본 게시물의 내용은 '딥러닝 기초 다지기(부스트코스)' 강의를 듣고 작성하였다.
해당 글은 4. Recurrent Neural Networks (RNN) 2가지 파트를 다룬다.
1. Sequential Models - RNN
2. Sequential Models - Transformer

 

1. Sequential Models - RNN

- Sequential Model

Sequential 데이터를 처리하는데 가장 큰 어려움은

분류문제는 우리가 얻고 싶은 정보는 하나의 label일 경우가 많은데

Sequential 데이터는 길이가 언제 끝날 지 모른다. 받아들여야하는 입력의 차원을 알 수 없다는 것이다.
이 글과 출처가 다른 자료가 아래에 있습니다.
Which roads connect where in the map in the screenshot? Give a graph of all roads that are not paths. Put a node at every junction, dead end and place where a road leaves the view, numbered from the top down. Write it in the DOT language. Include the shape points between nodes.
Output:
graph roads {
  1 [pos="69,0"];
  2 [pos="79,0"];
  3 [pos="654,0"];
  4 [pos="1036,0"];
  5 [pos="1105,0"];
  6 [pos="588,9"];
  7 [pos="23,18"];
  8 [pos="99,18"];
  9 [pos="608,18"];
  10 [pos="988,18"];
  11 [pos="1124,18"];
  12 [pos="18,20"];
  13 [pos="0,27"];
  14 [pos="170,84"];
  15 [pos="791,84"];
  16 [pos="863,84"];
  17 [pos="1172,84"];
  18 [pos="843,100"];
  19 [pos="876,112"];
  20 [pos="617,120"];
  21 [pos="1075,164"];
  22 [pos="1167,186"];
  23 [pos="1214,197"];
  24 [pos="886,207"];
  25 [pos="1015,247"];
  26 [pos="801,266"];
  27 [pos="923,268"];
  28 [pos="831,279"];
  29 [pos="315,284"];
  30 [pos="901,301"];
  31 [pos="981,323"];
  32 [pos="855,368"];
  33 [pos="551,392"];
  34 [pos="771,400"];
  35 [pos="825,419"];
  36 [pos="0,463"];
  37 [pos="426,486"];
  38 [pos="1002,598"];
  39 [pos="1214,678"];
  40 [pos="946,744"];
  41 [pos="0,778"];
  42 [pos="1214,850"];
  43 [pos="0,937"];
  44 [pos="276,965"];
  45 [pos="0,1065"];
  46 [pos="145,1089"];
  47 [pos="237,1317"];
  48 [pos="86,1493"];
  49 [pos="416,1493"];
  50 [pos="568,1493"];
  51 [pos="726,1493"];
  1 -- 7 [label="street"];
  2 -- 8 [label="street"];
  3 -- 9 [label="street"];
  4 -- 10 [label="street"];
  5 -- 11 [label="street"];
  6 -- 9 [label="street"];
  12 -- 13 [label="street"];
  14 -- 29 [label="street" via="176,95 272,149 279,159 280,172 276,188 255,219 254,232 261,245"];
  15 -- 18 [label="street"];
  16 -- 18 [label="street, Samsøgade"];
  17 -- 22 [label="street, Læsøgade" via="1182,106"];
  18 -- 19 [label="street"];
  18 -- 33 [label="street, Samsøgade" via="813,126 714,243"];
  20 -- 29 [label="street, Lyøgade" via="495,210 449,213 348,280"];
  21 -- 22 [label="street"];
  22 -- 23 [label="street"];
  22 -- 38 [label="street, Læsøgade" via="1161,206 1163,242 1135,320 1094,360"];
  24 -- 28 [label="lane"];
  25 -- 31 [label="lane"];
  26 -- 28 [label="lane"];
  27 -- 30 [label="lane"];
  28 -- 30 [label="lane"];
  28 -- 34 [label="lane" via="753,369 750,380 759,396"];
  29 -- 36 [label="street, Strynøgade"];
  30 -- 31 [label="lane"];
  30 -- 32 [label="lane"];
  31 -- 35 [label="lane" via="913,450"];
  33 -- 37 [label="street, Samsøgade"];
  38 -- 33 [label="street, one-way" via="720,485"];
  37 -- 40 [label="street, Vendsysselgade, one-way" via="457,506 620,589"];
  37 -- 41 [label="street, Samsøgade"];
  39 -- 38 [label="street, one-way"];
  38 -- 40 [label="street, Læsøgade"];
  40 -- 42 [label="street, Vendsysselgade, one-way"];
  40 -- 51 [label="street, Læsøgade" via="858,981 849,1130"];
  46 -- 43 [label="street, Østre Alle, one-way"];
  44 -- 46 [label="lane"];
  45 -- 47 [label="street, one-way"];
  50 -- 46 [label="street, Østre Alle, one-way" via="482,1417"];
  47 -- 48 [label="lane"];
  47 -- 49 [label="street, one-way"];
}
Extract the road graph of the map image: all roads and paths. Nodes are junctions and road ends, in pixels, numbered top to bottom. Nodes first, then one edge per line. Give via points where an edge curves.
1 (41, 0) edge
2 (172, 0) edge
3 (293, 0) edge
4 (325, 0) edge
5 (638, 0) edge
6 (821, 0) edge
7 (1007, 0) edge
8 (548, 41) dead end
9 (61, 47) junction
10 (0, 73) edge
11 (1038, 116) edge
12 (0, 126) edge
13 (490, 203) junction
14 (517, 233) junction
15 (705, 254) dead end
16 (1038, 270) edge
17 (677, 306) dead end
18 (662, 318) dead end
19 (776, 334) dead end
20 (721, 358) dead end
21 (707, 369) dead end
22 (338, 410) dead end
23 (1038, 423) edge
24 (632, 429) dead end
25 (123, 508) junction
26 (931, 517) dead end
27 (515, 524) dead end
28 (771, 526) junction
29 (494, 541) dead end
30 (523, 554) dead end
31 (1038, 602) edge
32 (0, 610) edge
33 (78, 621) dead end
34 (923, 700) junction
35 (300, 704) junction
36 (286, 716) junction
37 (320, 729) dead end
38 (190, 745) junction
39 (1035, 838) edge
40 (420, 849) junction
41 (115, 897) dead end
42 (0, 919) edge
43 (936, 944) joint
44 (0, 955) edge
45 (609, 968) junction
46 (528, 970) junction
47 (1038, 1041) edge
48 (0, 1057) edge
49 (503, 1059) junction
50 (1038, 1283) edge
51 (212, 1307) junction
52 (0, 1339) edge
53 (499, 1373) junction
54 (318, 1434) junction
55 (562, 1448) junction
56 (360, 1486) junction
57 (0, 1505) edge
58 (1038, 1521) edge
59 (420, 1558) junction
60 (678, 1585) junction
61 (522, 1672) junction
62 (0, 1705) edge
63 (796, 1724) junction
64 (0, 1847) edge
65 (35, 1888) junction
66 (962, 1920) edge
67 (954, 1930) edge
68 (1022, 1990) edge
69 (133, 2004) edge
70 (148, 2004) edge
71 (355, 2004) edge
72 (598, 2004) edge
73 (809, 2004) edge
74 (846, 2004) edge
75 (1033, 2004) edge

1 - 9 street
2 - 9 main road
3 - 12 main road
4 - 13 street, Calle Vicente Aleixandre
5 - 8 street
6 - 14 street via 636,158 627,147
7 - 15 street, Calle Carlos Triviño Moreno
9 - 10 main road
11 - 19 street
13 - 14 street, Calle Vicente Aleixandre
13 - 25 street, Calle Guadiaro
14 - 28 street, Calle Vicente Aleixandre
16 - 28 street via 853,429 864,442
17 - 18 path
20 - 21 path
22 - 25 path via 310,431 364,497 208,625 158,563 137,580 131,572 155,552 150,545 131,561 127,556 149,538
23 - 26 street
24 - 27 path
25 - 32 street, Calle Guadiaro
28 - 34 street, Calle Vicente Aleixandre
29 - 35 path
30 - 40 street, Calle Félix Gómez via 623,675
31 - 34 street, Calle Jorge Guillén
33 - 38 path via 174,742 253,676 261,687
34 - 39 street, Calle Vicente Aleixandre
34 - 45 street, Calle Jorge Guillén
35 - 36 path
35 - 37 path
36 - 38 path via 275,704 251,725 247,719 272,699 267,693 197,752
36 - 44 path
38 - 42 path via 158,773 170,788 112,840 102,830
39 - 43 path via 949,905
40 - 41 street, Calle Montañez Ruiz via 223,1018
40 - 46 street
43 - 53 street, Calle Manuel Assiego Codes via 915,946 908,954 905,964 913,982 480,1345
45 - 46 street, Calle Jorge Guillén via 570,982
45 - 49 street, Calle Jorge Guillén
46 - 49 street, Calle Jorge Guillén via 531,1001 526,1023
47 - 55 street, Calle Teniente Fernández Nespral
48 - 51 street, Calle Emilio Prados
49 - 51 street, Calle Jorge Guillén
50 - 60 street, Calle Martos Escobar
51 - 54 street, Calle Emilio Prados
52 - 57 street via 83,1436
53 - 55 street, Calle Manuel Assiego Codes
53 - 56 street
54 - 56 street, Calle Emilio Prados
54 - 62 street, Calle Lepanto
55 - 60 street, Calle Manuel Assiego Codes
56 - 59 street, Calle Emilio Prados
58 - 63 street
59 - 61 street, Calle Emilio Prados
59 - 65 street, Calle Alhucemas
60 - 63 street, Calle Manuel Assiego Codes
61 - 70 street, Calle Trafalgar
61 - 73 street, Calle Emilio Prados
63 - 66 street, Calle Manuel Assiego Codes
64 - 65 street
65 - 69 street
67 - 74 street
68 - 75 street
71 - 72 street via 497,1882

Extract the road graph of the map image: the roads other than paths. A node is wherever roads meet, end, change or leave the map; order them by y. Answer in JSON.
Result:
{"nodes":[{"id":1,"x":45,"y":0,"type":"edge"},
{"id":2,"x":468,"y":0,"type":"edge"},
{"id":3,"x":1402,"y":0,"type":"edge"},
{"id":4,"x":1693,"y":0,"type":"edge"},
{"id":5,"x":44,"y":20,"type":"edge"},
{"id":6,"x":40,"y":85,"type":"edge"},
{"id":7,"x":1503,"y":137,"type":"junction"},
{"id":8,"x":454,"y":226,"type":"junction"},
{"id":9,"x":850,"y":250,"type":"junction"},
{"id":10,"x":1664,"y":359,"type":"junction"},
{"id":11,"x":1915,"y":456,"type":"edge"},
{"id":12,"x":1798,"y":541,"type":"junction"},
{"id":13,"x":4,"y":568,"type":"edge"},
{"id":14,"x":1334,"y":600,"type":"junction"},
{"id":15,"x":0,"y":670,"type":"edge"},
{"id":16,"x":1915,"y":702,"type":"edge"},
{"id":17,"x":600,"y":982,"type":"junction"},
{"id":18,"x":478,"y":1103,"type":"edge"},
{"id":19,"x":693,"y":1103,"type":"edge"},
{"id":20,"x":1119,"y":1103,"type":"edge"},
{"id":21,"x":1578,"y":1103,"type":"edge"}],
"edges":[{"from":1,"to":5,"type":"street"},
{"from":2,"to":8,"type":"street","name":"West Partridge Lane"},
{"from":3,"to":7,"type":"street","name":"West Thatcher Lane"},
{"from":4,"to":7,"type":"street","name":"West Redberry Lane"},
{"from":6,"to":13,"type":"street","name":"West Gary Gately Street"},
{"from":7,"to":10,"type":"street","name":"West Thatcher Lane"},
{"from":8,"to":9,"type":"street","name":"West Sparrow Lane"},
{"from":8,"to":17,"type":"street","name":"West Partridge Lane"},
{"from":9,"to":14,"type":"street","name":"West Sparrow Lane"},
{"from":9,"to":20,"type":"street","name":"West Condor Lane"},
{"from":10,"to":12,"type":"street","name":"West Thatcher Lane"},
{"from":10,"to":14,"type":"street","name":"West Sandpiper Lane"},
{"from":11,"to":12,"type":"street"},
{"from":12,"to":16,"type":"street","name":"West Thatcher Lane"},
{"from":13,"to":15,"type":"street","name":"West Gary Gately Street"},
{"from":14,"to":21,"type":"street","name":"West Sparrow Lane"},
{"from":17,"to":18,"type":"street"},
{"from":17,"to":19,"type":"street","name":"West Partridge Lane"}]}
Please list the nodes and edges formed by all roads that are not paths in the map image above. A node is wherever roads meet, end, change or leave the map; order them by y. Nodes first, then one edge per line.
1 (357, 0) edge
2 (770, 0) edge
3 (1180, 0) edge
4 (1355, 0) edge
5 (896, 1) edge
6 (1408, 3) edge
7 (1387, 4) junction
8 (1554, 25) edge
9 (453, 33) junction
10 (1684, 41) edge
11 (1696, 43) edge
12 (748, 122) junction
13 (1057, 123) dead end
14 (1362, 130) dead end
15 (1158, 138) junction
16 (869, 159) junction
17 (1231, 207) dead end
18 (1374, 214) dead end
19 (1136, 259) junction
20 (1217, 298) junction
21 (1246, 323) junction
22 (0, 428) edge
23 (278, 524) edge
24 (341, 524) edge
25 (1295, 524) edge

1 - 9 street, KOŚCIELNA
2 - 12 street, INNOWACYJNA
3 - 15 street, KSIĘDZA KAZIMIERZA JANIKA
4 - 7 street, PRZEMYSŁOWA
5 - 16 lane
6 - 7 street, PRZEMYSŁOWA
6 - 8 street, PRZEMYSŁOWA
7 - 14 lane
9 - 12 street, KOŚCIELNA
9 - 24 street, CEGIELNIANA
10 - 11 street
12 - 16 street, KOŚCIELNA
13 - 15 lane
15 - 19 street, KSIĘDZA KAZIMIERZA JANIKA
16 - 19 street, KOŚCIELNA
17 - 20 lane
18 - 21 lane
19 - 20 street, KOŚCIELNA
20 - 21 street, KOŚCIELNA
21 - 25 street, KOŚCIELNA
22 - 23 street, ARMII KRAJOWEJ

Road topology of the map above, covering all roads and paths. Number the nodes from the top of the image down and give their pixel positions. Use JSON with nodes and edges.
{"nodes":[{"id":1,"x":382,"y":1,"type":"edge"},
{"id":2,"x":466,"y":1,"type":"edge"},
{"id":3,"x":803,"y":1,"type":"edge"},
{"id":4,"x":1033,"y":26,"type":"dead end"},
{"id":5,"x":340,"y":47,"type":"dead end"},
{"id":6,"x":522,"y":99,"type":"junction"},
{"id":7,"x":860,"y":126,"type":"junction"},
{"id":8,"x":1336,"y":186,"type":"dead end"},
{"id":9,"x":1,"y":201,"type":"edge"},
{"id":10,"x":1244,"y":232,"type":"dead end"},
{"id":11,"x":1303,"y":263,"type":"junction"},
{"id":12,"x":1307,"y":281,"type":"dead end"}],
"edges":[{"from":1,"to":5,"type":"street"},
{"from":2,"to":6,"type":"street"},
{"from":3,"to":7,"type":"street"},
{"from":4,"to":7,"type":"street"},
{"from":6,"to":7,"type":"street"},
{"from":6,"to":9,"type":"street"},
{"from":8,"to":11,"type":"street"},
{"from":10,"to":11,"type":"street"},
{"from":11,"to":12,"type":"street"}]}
그래서 몇 개의 입력들이 들어오든 상관없이 모델이 동작할 수 있어야 한다.

 

1) Naive sequence model

가장 기본적인 Sequential Model

입력이 여러개 들어왔을 때, 다음번 입력에 대한 예측을 하는 것. ex) language model

고려해야하는 정보량이 점점 늘어난다.

 

2) Autoregressive model

가장 간단히 만든 model

과거의 정보를 몇개만 보겠다고 고정해두는 것.

즉, 과거의 timespan을 고정한다.

 

3) Markov model (first-order autoregressive model)

마르코프 가정(Markov assumption)을 가지는 모델

Markov property의 특성은 내가 가정하기에 나의 현재는 바로 전과거에만 dependent하다는 것.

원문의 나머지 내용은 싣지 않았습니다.